◆ **EXCERPTED DATA**
####
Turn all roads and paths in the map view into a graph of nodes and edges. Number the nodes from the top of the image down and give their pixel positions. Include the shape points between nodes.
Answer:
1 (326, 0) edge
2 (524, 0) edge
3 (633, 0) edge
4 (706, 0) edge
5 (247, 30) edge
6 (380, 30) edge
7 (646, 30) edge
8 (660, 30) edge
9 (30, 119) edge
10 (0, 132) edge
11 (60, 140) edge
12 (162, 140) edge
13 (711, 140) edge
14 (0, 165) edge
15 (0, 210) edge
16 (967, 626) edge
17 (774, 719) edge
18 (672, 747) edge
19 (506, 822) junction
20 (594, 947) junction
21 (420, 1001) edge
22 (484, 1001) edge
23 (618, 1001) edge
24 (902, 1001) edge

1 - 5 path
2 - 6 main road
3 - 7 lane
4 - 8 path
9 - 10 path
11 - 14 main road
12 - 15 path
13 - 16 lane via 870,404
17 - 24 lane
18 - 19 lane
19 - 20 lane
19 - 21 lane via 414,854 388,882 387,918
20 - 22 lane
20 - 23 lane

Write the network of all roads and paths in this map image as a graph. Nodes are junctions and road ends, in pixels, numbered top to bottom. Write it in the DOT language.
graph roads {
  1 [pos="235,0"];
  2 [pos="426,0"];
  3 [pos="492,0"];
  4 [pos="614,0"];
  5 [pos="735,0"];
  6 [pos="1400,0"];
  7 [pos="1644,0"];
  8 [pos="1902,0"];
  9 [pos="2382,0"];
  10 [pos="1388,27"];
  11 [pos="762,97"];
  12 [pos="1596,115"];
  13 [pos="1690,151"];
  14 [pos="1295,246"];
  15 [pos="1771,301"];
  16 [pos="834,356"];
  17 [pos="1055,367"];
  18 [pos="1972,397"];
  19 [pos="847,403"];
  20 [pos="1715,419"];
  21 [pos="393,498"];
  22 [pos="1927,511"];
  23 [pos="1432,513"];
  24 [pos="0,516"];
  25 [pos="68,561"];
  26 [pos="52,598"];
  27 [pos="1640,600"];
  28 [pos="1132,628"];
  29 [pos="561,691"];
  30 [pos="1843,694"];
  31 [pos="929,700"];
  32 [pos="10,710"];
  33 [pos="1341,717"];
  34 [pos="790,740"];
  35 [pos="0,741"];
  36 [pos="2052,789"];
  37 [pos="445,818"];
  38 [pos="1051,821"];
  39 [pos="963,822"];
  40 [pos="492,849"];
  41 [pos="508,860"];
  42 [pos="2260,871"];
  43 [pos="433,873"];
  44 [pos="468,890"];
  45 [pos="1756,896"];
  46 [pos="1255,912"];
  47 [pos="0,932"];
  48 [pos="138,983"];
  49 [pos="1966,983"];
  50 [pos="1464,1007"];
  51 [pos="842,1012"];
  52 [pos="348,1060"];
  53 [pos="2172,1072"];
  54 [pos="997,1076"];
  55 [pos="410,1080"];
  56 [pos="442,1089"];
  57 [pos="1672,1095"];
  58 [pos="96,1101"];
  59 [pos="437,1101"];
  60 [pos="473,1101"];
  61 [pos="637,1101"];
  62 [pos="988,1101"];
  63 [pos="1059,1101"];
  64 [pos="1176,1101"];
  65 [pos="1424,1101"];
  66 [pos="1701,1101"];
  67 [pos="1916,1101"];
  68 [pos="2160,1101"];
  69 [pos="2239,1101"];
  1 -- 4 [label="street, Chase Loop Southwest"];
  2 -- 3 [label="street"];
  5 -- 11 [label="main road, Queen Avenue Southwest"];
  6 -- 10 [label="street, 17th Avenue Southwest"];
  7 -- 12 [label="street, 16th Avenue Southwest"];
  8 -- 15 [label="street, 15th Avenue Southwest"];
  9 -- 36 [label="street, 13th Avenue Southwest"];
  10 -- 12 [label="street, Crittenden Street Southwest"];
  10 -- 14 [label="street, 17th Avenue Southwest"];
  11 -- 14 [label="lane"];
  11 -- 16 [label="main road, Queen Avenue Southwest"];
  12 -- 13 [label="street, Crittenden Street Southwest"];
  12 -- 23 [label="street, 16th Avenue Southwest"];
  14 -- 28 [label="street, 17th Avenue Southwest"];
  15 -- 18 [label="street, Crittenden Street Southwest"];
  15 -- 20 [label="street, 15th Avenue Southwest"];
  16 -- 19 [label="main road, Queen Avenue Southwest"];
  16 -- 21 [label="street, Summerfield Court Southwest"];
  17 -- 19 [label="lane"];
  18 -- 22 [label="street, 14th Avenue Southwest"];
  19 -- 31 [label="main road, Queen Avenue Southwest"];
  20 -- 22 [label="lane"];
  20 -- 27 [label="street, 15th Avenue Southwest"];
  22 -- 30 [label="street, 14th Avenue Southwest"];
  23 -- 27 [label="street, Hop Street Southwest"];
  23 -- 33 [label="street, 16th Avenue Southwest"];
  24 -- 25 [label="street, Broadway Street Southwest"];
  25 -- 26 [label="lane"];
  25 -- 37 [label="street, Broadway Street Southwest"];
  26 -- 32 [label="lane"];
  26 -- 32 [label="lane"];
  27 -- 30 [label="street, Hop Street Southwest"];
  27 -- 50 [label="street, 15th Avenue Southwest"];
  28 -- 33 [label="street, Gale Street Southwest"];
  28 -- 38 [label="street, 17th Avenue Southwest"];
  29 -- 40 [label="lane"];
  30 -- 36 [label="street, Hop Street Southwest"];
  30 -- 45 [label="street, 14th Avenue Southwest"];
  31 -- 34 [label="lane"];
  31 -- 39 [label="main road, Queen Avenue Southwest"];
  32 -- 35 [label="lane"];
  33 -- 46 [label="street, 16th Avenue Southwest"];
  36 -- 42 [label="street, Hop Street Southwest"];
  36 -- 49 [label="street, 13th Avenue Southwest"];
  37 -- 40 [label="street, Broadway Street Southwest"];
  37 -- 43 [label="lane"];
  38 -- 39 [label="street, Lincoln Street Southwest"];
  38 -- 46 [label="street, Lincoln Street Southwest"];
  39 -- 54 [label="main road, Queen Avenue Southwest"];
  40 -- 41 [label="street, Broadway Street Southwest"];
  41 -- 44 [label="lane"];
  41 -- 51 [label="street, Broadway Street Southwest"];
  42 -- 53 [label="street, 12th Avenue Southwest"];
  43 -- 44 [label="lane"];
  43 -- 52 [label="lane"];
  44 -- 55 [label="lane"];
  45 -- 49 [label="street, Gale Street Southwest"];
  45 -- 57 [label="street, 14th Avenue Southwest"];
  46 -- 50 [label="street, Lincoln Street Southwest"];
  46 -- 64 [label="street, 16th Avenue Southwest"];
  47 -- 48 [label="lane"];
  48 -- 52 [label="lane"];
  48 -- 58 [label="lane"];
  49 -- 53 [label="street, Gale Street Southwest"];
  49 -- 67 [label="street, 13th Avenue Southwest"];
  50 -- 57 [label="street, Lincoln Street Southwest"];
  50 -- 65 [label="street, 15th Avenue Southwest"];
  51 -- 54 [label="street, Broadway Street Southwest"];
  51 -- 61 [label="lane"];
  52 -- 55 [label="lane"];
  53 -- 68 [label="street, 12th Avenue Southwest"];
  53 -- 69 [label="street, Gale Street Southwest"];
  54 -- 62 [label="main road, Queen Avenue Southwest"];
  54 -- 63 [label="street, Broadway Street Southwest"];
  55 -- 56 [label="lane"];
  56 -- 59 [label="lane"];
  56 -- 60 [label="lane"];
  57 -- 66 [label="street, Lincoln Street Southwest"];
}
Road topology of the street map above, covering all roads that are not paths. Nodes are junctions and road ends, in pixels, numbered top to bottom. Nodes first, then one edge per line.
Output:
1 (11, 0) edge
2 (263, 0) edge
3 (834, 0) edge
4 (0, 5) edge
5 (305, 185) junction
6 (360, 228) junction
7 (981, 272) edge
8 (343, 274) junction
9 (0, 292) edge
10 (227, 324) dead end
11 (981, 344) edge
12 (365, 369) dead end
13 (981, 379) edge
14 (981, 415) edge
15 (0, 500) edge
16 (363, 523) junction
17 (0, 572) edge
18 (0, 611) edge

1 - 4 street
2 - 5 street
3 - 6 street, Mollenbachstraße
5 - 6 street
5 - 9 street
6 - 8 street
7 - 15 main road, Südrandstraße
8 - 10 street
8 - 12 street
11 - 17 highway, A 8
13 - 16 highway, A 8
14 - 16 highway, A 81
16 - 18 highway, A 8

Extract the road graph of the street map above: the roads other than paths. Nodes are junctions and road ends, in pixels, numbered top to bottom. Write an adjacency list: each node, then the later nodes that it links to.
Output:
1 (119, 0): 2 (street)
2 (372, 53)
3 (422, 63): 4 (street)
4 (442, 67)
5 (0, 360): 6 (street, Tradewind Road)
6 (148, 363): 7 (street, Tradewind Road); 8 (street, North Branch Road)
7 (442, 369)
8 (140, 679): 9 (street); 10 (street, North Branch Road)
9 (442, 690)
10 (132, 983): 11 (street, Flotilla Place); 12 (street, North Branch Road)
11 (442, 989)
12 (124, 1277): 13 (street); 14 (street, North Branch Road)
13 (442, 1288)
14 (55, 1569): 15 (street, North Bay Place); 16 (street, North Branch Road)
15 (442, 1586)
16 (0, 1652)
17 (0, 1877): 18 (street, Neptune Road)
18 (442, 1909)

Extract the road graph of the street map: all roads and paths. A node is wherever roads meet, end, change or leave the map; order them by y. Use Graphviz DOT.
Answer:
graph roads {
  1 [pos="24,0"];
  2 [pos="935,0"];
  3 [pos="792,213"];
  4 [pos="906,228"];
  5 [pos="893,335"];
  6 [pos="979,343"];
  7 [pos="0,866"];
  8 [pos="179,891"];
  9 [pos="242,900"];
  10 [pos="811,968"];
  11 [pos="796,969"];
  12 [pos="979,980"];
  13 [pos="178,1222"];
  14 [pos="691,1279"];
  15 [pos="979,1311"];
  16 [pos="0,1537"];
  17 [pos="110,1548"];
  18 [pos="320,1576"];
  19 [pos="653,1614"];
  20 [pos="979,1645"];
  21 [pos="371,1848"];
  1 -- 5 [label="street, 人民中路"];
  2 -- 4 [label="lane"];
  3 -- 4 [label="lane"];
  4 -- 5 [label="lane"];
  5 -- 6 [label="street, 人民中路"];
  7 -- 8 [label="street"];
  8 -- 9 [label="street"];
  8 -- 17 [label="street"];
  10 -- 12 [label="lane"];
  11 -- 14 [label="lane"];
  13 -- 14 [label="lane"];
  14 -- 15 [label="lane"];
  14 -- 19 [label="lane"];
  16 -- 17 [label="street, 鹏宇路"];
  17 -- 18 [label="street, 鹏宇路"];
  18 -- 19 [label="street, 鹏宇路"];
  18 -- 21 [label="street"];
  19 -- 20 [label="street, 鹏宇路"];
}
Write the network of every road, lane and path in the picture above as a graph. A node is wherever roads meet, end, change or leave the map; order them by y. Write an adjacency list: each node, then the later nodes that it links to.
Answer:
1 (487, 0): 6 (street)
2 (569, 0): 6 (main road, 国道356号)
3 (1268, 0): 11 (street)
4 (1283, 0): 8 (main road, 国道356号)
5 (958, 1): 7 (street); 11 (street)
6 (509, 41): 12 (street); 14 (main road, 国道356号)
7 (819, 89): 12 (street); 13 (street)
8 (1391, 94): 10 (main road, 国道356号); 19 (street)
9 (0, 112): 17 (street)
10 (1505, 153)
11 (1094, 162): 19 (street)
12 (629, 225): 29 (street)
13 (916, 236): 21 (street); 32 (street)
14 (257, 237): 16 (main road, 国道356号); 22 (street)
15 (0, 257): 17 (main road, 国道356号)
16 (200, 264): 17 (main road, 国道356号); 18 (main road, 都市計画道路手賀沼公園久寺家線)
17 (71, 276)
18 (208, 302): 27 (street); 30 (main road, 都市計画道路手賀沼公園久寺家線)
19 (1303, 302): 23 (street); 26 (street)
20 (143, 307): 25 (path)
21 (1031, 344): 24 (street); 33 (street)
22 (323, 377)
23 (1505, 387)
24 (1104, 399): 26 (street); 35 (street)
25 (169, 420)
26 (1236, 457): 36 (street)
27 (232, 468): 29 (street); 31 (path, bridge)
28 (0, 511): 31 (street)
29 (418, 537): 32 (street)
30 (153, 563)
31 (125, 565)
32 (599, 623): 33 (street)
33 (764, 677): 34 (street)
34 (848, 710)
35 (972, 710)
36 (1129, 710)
####
◆ **ASSIGNED TASK**
What is needed is every line of the records above that contains the word "then".

◆ **ANSWER BOX**
Road topology of the street map above, covering all roads that are not paths. Nodes are junctions and road ends, in pixels, numbered top to bottom. Nodes first, then one edge per line.
Extract the road graph of the street map above: the roads other than paths. Nodes are junctions and road ends, in pixels, numbered top to bottom. Write an adjacency list: each node, then the later nodes that it links to.
Write the network of every road, lane and path in the picture above as a graph. A node is wherever roads meet, end, change or leave the map; order them by y. Write an adjacency list: each node, then the later nodes that it links to.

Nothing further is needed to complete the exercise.